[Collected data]
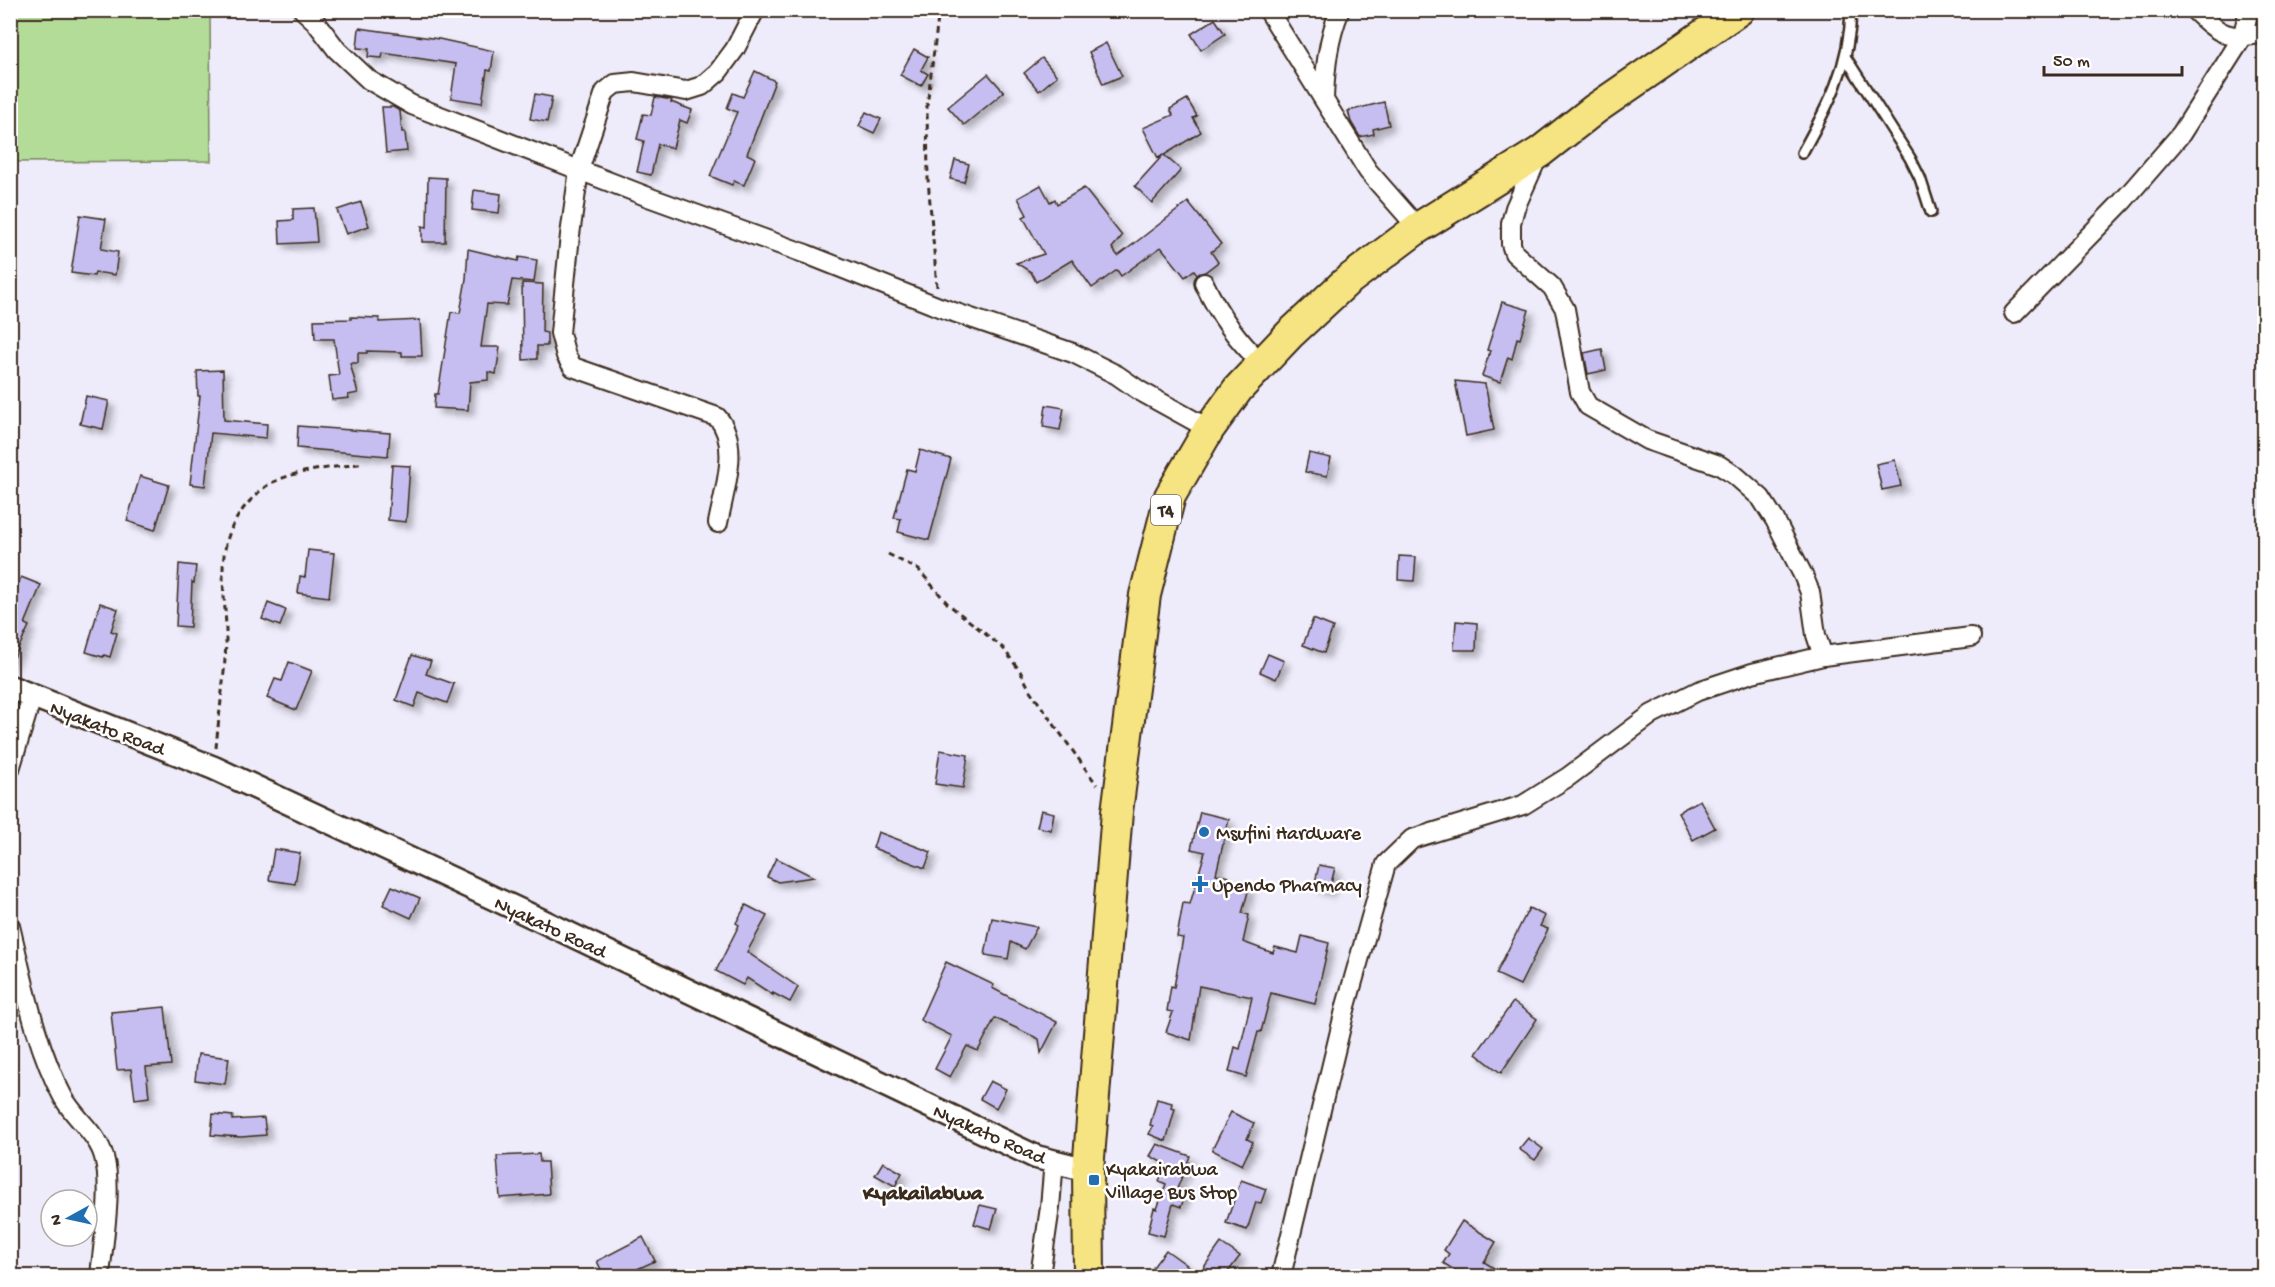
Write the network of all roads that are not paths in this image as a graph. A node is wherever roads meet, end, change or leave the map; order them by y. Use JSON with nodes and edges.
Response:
{"nodes":[{"id":1,"x":754,"y":10,"type":"edge"},
{"id":2,"x":1268,"y":10,"type":"edge"},
{"id":3,"x":1340,"y":10,"type":"edge"},
{"id":4,"x":1739,"y":10,"type":"edge"},
{"id":5,"x":1851,"y":10,"type":"edge"},
{"id":6,"x":2194,"y":10,"type":"edge"},
{"id":7,"x":2248,"y":10,"type":"edge"},
{"id":8,"x":312,"y":14,"type":"edge"},
{"id":9,"x":2265,"y":33,"type":"edge"},
{"id":10,"x":2242,"y":38,"type":"junction"},
{"id":11,"x":1845,"y":58,"type":"junction"},
{"id":12,"x":1324,"y":99,"type":"junction"},
{"id":13,"x":1540,"y":152,"type":"junction"},
{"id":14,"x":1802,"y":153,"type":"dead end"},
{"id":15,"x":579,"y":170,"type":"junction"},
{"id":16,"x":1931,"y":212,"type":"dead end"},
{"id":17,"x":1418,"y":228,"type":"junction"},
{"id":18,"x":1204,"y":283,"type":"dead end"},
{"id":19,"x":2014,"y":313,"type":"dead end"},
{"id":20,"x":1262,"y":363,"type":"junction"},
{"id":21,"x":1209,"y":429,"type":"junction"},
{"id":22,"x":718,"y":523,"type":"dead end"},
{"id":23,"x":1971,"y":637,"type":"dead end"},
{"id":24,"x":1823,"y":656,"type":"junction"},
{"id":25,"x":10,"y":687,"type":"edge"},
{"id":26,"x":32,"y":697,"type":"junction"},
{"id":27,"x":10,"y":769,"type":"edge"},
{"id":28,"x":10,"y":926,"type":"edge"},
{"id":29,"x":1054,"y":1161,"type":"junction"},
{"id":30,"x":1088,"y":1170,"type":"junction"},
{"id":31,"x":100,"y":1276,"type":"edge"},
{"id":32,"x":1040,"y":1276,"type":"edge"},
{"id":33,"x":1089,"y":1276,"type":"edge"},
{"id":34,"x":1281,"y":1276,"type":"edge"}],
"edges":[{"from":1,"to":15,"type":"street"},
{"from":2,"to":12,"type":"street"},
{"from":3,"to":12,"type":"street"},
{"from":4,"to":13,"type":"highway","number":"T4"},
{"from":5,"to":11,"type":"lane"},
{"from":6,"to":10,"type":"street"},
{"from":7,"to":10,"type":"street"},
{"from":8,"to":15,"type":"street"},
{"from":9,"to":10,"type":"street"},
{"from":10,"to":19,"type":"street"},
{"from":11,"to":14,"type":"lane"},
{"from":11,"to":16,"type":"lane"},
{"from":12,"to":17,"type":"street"},
{"from":13,"to":17,"type":"highway","number":"T4"},
{"from":13,"to":24,"type":"street"},
{"from":15,"to":21,"type":"street"},
{"from":15,"to":22,"type":"street"},
{"from":17,"to":20,"type":"highway","number":"T4"},
{"from":18,"to":20,"type":"street"},
{"from":20,"to":21,"type":"highway","number":"T4"},
{"from":21,"to":30,"type":"highway","number":"T4"},
{"from":23,"to":24,"type":"street"},
{"from":24,"to":34,"type":"street"},
{"from":25,"to":26,"type":"street","name":"Nyakato Road"},
{"from":26,"to":27,"type":"street"},
{"from":26,"to":29,"type":"street","name":"Nyakato Road"},
{"from":28,"to":31,"type":"street"},
{"from":29,"to":30,"type":"street","name":"Nyakato Road"},
{"from":29,"to":32,"type":"street"},
{"from":30,"to":33,"type":"highway","number":"T4"}]}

### [Exercise goal]
When you find a line in the records that contains the word "Nyakato", copy it.

### [Expected answer]
{"from":25,"to":26,"type":"street","name":"Nyakato Road"},
{"from":26,"to":29,"type":"street","name":"Nyakato Road"},
{"from":29,"to":30,"type":"street","name":"Nyakato Road"},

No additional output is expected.